[Opening The data section]

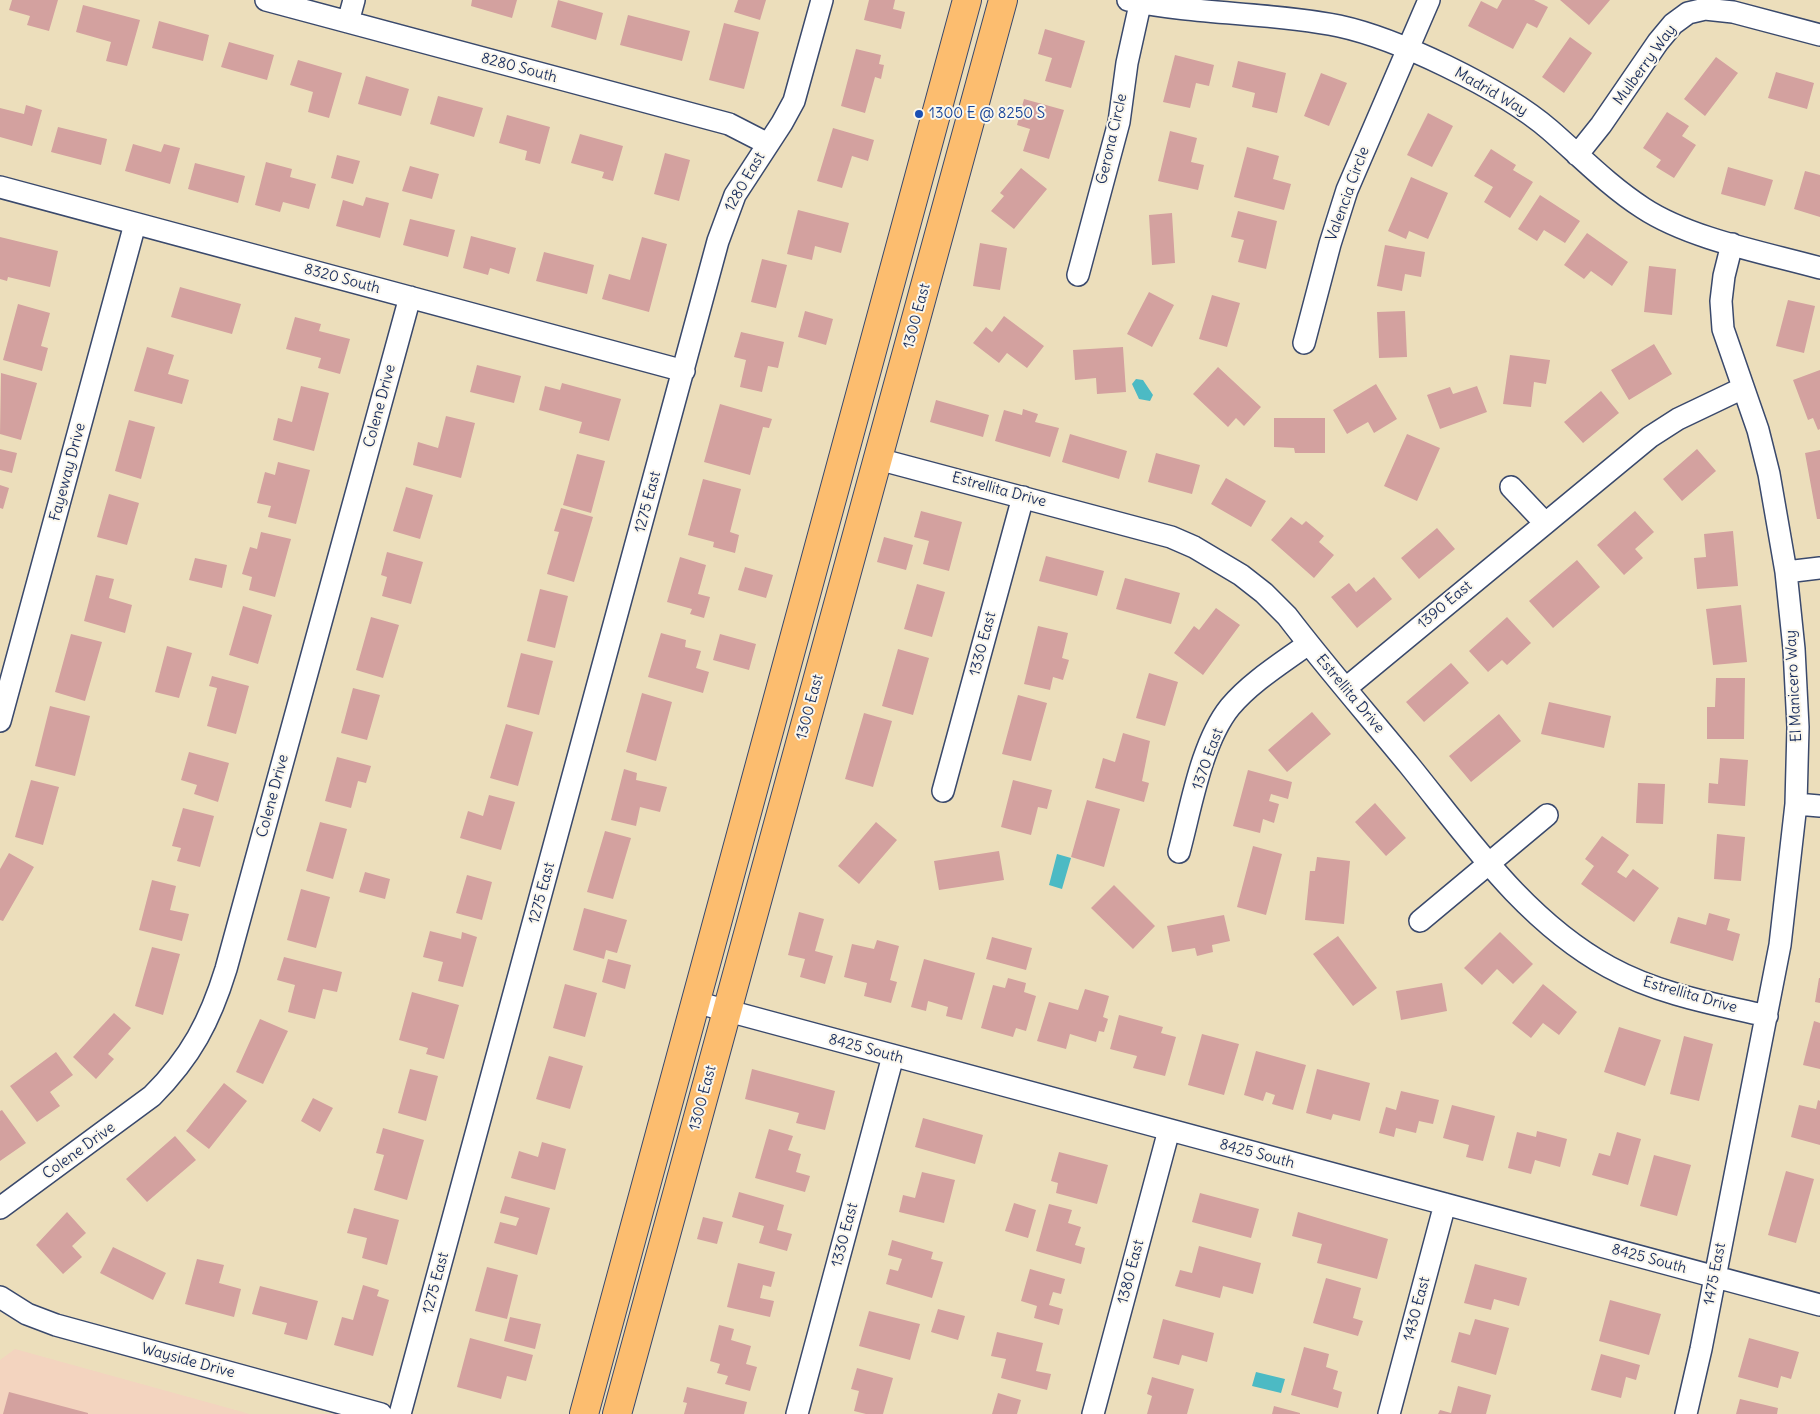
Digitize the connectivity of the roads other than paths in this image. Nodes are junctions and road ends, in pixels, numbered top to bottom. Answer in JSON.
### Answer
{"nodes":[{"id":1,"x":266,"y":0,"type":"edge"},
{"id":2,"x":354,"y":0,"type":"edge"},
{"id":3,"x":822,"y":0,"type":"edge"},
{"id":4,"x":967,"y":0,"type":"edge"},
{"id":5,"x":1004,"y":0,"type":"edge"},
{"id":6,"x":1429,"y":0,"type":"edge"},
{"id":7,"x":1137,"y":1,"type":"edge"},
{"id":8,"x":348,"y":22,"type":"junction"},
{"id":9,"x":1820,"y":35,"type":"edge"},
{"id":10,"x":1409,"y":50,"type":"junction"},
{"id":11,"x":768,"y":144,"type":"junction"},
{"id":12,"x":1578,"y":155,"type":"junction"},
{"id":13,"x":0,"y":188,"type":"edge"},
{"id":14,"x":135,"y":224,"type":"junction"},
{"id":15,"x":1732,"y":244,"type":"junction"},
{"id":16,"x":1820,"y":268,"type":"edge"},
{"id":17,"x":1078,"y":275,"type":"dead end"},
{"id":18,"x":410,"y":297,"type":"junction"},
{"id":19,"x":1304,"y":343,"type":"dead end"},
{"id":20,"x":684,"y":371,"type":"junction"},
{"id":21,"x":1743,"y":388,"type":"junction"},
{"id":22,"x":878,"y":459,"type":"junction"},
{"id":23,"x":1511,"y":487,"type":"dead end"},
{"id":24,"x":1023,"y":497,"type":"junction"},
{"id":25,"x":1545,"y":523,"type":"junction"},
{"id":26,"x":1820,"y":568,"type":"edge"},
{"id":27,"x":1786,"y":572,"type":"junction"},
{"id":28,"x":1308,"y":644,"type":"junction"},
{"id":29,"x":1346,"y":688,"type":"junction"},
{"id":30,"x":0,"y":721,"type":"edge"},
{"id":31,"x":943,"y":790,"type":"dead end"},
{"id":32,"x":1796,"y":804,"type":"junction"},
{"id":33,"x":1820,"y":806,"type":"edge"},
{"id":34,"x":1547,"y":815,"type":"dead end"},
{"id":35,"x":1179,"y":852,"type":"dead end"},
{"id":36,"x":1490,"y":863,"type":"junction"},
{"id":37,"x":1420,"y":921,"type":"dead end"},
{"id":38,"x":695,"y":1002,"type":"junction"},
{"id":39,"x":727,"y":1011,"type":"junction"},
{"id":40,"x":1767,"y":1016,"type":"junction"},
{"id":41,"x":893,"y":1056,"type":"junction"},
{"id":42,"x":1169,"y":1130,"type":"junction"},
{"id":43,"x":1743,"y":1134,"type":"joint"},
{"id":44,"x":1446,"y":1204,"type":"junction"},
{"id":45,"x":0,"y":1208,"type":"edge"},
{"id":46,"x":1715,"y":1277,"type":"junction"},
{"id":47,"x":0,"y":1297,"type":"edge"},
{"id":48,"x":1820,"y":1305,"type":"edge"},
{"id":49,"x":381,"y":1414,"type":"edge"},
{"id":50,"x":400,"y":1414,"type":"edge"},
{"id":51,"x":584,"y":1414,"type":"edge"},
{"id":52,"x":616,"y":1414,"type":"edge"},
{"id":53,"x":797,"y":1414,"type":"edge"},
{"id":54,"x":1093,"y":1414,"type":"edge"},
{"id":55,"x":1389,"y":1414,"type":"edge"},
{"id":56,"x":1686,"y":1414,"type":"edge"}],
"edges":[{"from":1,"to":8,"type":"street","name":"8280 South"},
{"from":2,"to":8,"type":"street"},
{"from":3,"to":11,"type":"street","name":"1280 East"},
{"from":4,"to":38,"type":"main road"},
{"from":5,"to":22,"type":"main road","name":"1300 East"},
{"from":6,"to":10,"type":"street","name":"Valencia Circle"},
{"from":7,"to":10,"type":"street","name":"Madrid Way"},
{"from":7,"to":17,"type":"street","name":"Gerona Circle"},
{"from":8,"to":11,"type":"street","name":"8280 South"},
{"from":9,"to":12,"type":"street","name":"Mulberry Way"},
{"from":10,"to":12,"type":"street","name":"Madrid Way"},
{"from":10,"to":19,"type":"street","name":"Valencia Circle"},
{"from":11,"to":20,"type":"street","name":"1280 East"},
{"from":12,"to":15,"type":"street","name":"Madrid Way"},
{"from":13,"to":14,"type":"street","name":"8320 South"},
{"from":14,"to":18,"type":"street","name":"8320 South"},
{"from":14,"to":30,"type":"street","name":"Fayeway Drive"},
{"from":15,"to":16,"type":"street","name":"Madrid Way"},
{"from":15,"to":21,"type":"street","name":"El Manicero Way"},
{"from":18,"to":20,"type":"street","name":"8320 South"},
{"from":18,"to":45,"type":"street","name":"Colene Drive"},
{"from":20,"to":50,"type":"street","name":"1275 East"},
{"from":21,"to":25,"type":"street","name":"1390 East"},
{"from":21,"to":27,"type":"street","name":"El Manicero Way"},
{"from":22,"to":24,"type":"street","name":"Estrellita Drive"},
{"from":22,"to":39,"type":"main road","name":"1300 East"},
{"from":23,"to":25,"type":"street"},
{"from":24,"to":28,"type":"street","name":"Estrellita Drive"},
{"from":24,"to":31,"type":"street","name":"1330 East"},
{"from":25,"to":29,"type":"street","name":"1390 East"},
{"from":26,"to":27,"type":"street"},
{"from":27,"to":32,"type":"street","name":"El Manicero Way"},
{"from":28,"to":29,"type":"street","name":"Estrellita Drive"},
{"from":28,"to":35,"type":"street","name":"1370 East"},
{"from":29,"to":36,"type":"street","name":"Estrellita Drive"},
{"from":32,"to":33,"type":"street"},
{"from":32,"to":40,"type":"street","name":"El Manicero Way"},
{"from":34,"to":36,"type":"street"},
{"from":36,"to":37,"type":"street"},
{"from":36,"to":40,"type":"street","name":"Estrellita Drive"},
{"from":38,"to":39,"type":"street","name":"8425 South"},
{"from":38,"to":51,"type":"main road"},
{"from":39,"to":41,"type":"street","name":"8425 South"},
{"from":39,"to":52,"type":"main road","name":"1300 East"},
{"from":40,"to":43,"type":"street","name":"El Manicero Way"},
{"from":41,"to":42,"type":"street","name":"8425 South"},
{"from":41,"to":53,"type":"street","name":"1330 East"},
{"from":42,"to":44,"type":"street","name":"8425 South"},
{"from":42,"to":54,"type":"street","name":"1380 East"},
{"from":43,"to":46,"type":"street","name":"1475 East"},
{"from":44,"to":46,"type":"street","name":"8425 South"},
{"from":44,"to":55,"type":"street","name":"1430 East"},
{"from":46,"to":48,"type":"street","name":"8425 South"},
{"from":46,"to":56,"type":"street","name":"1475 East"},
{"from":47,"to":49,"type":"street","name":"Wayside Drive"}]}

[Closing The data section]

_Problem to solve_: Go line by line through the data above and report each one that holds the string "main".

_Your response_:
{"from":4,"to":38,"type":"main road"},
{"from":5,"to":22,"type":"main road","name":"1300 East"},
{"from":22,"to":39,"type":"main road","name":"1300 East"},
{"from":38,"to":51,"type":"main road"},
{"from":39,"to":52,"type":"main road","name":"1300 East"},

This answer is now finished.